In Nebula, everything is stored as a memory. A memory is a container with a unique memory_id that holds one or more sources:
  • Document Memory: An entire document, automatically split into sources for processing. You can upload text, pre-chunked text, or a file. A short piece of text (like a user preference) is a document memory with a single source.
  • Conversation Memory: A full conversation where each message is a source. Passing a role parameter tells Nebula to treat the memory as a conversation.
Each source has a unique source ID for granular updates or deletes.

Document Memories

from nebula import Nebula, Memory

nebula = Nebula()
collection = nebula.create_collection(name="research_papers")

# Store document text
doc_id = nebula.create_document_text(
    collection_id=collection.id,
    raw_text="Full document content...",
    metadata={"title": "Research Paper"}
)

# Or upload a file
doc_id = nebula.store_memory(
    Memory.from_file(
        "document.pdf",
        collection_id=collection.id,
        metadata={"title": "Research Paper"}
    )
)

# Or store a short piece of text
nebula.store_memory(
    Memory(
        collection_id=collection.id,
        content="User prefers dark mode",
        metadata={"user_id": "user_789"}
    )
)

Conversation Memories

Create a conversation by passing a role. Append messages by calling store_memory() with the same memory_id.
collection = nebula.create_collection(name="support_chats")

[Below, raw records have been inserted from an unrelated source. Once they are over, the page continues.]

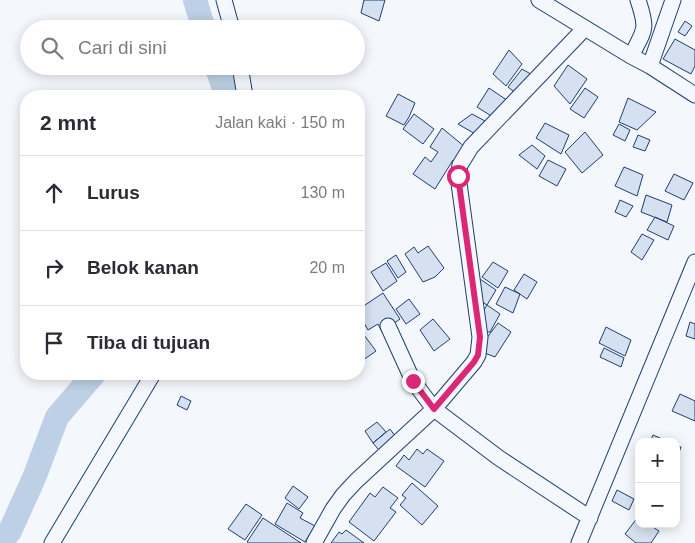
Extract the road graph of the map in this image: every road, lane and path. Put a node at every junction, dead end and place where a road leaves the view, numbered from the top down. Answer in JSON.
{"nodes":[{"id":1,"x":224,"y":0,"type":"edge"},
{"id":2,"x":539,"y":0,"type":"edge"},
{"id":3,"x":638,"y":0,"type":"edge"},
{"id":4,"x":673,"y":0,"type":"edge"},
{"id":5,"x":230,"y":20,"type":"edge"},
{"id":6,"x":585,"y":28,"type":"junction"},
{"id":7,"x":631,"y":56,"type":"junction"},
{"id":8,"x":650,"y":66,"type":"junction"},
{"id":9,"x":242,"y":75,"type":"edge"},
{"id":10,"x":244,"y":90,"type":"edge"},
{"id":11,"x":695,"y":95,"type":"edge"},
{"id":12,"x":695,"y":262,"type":"edge"},
{"id":13,"x":388,"y":326,"type":"dead end"},
{"id":14,"x":149,"y":380,"type":"edge"},
{"id":15,"x":434,"y":409,"type":"junction"},
{"id":16,"x":590,"y":518,"type":"junction"},
{"id":17,"x":52,"y":543,"type":"edge"},
{"id":18,"x":314,"y":543,"type":"edge"},
{"id":19,"x":579,"y":543,"type":"edge"}],
"edges":[{"from":1,"to":5,"type":"street"},
{"from":2,"to":6,"type":"street"},
{"from":3,"to":7,"type":"street"},
{"from":4,"to":8,"type":"street"},
{"from":6,"to":7,"type":"street"},
{"from":6,"to":15,"type":"street"},
{"from":7,"to":8,"type":"street"},
{"from":8,"to":11,"type":"street"},
{"from":9,"to":10,"type":"street"},
{"from":12,"to":16,"type":"street"},
{"from":13,"to":15,"type":"street"},
{"from":14,"to":17,"type":"street"},
{"from":15,"to":16,"type":"street"},
{"from":15,"to":18,"type":"street"},
{"from":16,"to":19,"type":"street"}]}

# Create a conversation memory
conv_id = nebula.store_memory(
    Memory(
        collection_id=collection.id,
        content="Hello! How can I help?",
        role="assistant"
    )
)

# Add messages to the same conversation
nebula.store_memory(
    Memory(
        memory_id=conv_id,
        collection_id=collection.id,
        content=[
            {"content": "I need help", "role": "user"},
            {"content": "I'll help you", "role": "assistant"}
        ]
    )
)
See Conversations Guide for multi-turn patterns.

The Vector Graph

When you store memories, Nebula automatically extracts structured knowledge and builds a graph of entities and relationships. When you search, the response contains four layers of memory:
  • Semantics: Subject-predicate-value assertions (e.g., “Sarah - led - the Aurora migration”), with confidence that grows through corroboration across sources
  • Procedures: User preferences and behavioral patterns (e.g., “Prefers dark mode”)
  • Episodes: Temporally clustered events with timestamps
  • Sources: The original source text that grounds each assertion, providing provenance back to the stored memory
The use of metadata is highly discouraged. Nebula already consolidates all the semantics from your content automatically.

Memory Lifecycle

  1. Creation: store_memory() without memory_id creates a new memory
  2. Expansion: store_memory() with memory_id adds content to an existing memory
  3. Extraction: Nebula extracts entities, facts, and relationships into the vector graph
  4. Retrieval: search() returns semantics, procedures, episodes, and sources; get_memory() returns the raw memory with all sources
  5. Source Operations: Use source IDs for granular updates or deletes
  6. Deletion: delete() removes an entire memory and all its sources
Build complete units by using memory_id to group entire conversations or documents in one container, and group related memories into collections.